Much has been discussed lately in the local media about the horrendous traffic conditions in Metro-Manila, especially along the main thoroughfares such as Edsa and Taft where there are often gridlock conditions.  Over the years, various plans and solutions have been offered and / or attempted, such as  coding by which vehicles are allowed on the roads only on certain days of the week according to the number on their license plate. But car owners who can afford to do so circumvent this rule by purchasing a second car with plate numbers that have alternate restriction days.

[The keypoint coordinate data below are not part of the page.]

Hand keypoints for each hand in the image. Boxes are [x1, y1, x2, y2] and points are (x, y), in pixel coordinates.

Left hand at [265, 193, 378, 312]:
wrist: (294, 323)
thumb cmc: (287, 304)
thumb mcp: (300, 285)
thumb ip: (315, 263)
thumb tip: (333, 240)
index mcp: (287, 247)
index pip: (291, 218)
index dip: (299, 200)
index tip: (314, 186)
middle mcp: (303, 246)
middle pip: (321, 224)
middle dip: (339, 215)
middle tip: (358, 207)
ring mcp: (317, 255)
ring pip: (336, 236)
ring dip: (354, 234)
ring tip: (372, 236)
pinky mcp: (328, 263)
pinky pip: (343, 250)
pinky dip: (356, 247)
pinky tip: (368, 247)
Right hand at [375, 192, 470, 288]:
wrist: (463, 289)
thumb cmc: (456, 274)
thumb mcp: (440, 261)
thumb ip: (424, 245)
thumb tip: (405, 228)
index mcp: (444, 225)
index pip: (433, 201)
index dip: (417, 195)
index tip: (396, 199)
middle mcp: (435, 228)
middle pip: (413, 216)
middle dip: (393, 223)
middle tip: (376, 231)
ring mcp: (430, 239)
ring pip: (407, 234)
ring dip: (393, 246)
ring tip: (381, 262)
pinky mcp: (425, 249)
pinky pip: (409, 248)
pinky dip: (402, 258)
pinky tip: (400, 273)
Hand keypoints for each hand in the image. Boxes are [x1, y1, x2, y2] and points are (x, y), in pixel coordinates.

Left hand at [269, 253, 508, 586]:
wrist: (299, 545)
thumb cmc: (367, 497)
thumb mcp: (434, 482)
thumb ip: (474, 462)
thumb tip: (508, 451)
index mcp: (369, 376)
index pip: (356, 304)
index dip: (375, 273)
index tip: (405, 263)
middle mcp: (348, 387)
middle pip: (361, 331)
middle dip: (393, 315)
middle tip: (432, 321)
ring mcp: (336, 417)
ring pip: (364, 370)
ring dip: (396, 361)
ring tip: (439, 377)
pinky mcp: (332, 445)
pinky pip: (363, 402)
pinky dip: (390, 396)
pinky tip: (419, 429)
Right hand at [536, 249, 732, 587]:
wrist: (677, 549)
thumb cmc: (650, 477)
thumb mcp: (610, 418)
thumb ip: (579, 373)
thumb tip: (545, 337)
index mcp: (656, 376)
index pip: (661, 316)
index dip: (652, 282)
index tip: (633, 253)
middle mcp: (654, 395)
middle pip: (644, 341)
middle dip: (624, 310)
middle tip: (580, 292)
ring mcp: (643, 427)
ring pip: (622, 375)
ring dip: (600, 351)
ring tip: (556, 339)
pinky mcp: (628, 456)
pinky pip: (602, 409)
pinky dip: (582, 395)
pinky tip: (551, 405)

One of the latest "solutions" for easing traffic is banning the numerous buses traveling between Metro-Manila and the provinces  by relegating them to depots at the city, specifically at Alabang (Muntinlupa), ParaƱaque, and Trinoma (Quezon City) for southwest, southeast, and north bound buses respectively.  Presently, the terminals are located throughout Metro-Manila, and every day hundreds of these buses pick up and drop off passengers at numerous points along city streets en route out of and into town.

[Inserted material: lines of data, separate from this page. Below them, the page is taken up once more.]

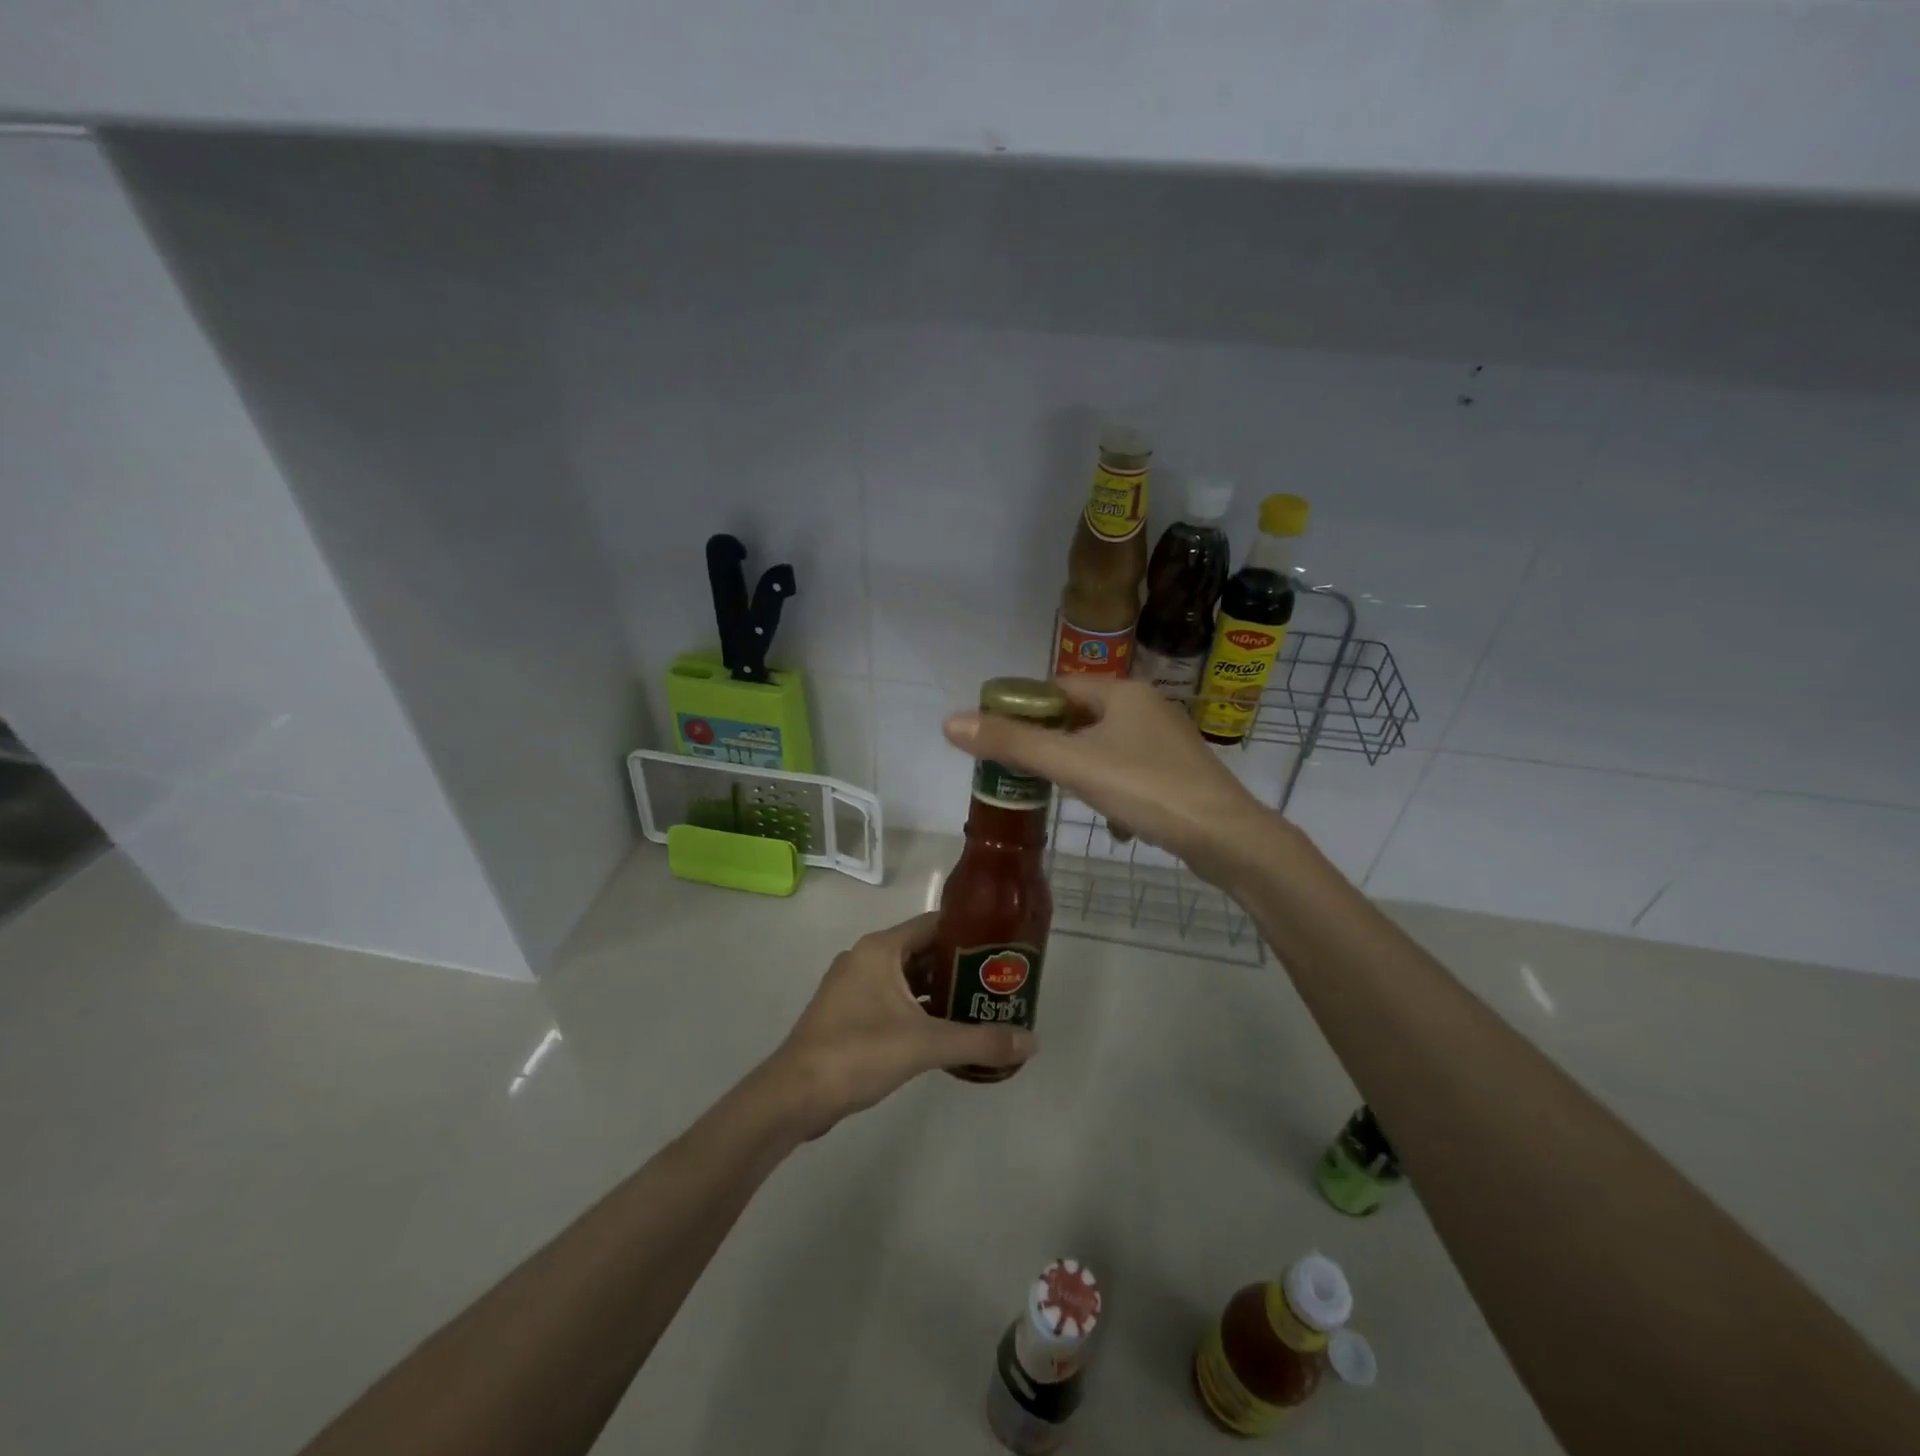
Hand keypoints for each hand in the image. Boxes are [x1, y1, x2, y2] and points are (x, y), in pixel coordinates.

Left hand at [767, 912, 1034, 1137]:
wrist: (794, 1096)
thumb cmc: (858, 1052)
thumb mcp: (925, 1044)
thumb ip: (980, 1041)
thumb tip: (1032, 1042)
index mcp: (881, 949)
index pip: (933, 924)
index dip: (969, 932)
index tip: (1001, 947)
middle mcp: (866, 958)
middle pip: (922, 951)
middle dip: (959, 966)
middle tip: (997, 982)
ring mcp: (853, 986)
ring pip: (907, 979)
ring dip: (940, 991)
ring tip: (980, 1006)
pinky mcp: (847, 1013)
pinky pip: (892, 1000)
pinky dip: (918, 1010)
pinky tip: (945, 1032)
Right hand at [944, 676, 1272, 884]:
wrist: (1227, 838)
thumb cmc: (1146, 789)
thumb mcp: (1073, 765)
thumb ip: (1012, 744)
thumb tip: (950, 722)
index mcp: (1122, 692)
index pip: (1057, 688)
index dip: (1023, 708)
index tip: (998, 739)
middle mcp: (1146, 707)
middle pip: (1079, 718)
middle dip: (1051, 747)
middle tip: (1024, 775)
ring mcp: (1166, 742)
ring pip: (1103, 749)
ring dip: (1080, 772)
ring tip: (1064, 799)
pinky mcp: (1178, 774)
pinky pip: (1128, 773)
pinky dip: (1111, 792)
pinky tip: (1114, 824)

Unlike other previous attempts to resolve the traffic mess, this one impacts my wife Lydia and me directly, especially her as she frequently travels to and from her home province. Currently, the bus service that she uses for those trips is a fifteen-minute taxi ride from our home. Soon she will instead have to travel to Alabang, which is about an hour away when traffic is light. And she will be forced to pay a considerably higher taxi fare to get there (about 5x the amount she's now paying), assuming that she can get a cab that will take her to that destination because many drivers refuse to transport that far.  And of course, there are thousands of other passengers likewise affected, many others of whom carry heavy baggage and / or will have to travel on city buses to the outlying depots. 

I don't mean to sound complaining. I suppose that we all need to do our part to help improve the traffic situation. But there are others ways to address the matter such as cracking down and on and removing the hundreds of  "colorum" (unauthorized) pubic utility (city) buses plying the streets every day instead. If traffic is reduced at the expense of franchised provincial buses, as Lydia points out the former will likely use the freed-up space to increase their incidents of speeding and racing  each other for passengers.

In other words, the traffic problem here will never really be solved until the main cause is eradicated: Lack of discipline among the majority of both private and public vehicle driversand in Philippine society as a whole. If the authorities would enforce and if motorists and pedestrians would obey the existing regulations, there wouldn't be a need for this bus station relocation plan in the first place.So until people here learn to behave behind the wheel and on foot—or are forced to do so on pain of stiff fines, all the attempts by the MMDA (Metro Manila Development Authority) to improve the flow of vehicles will wind up as mere band-aid solutions.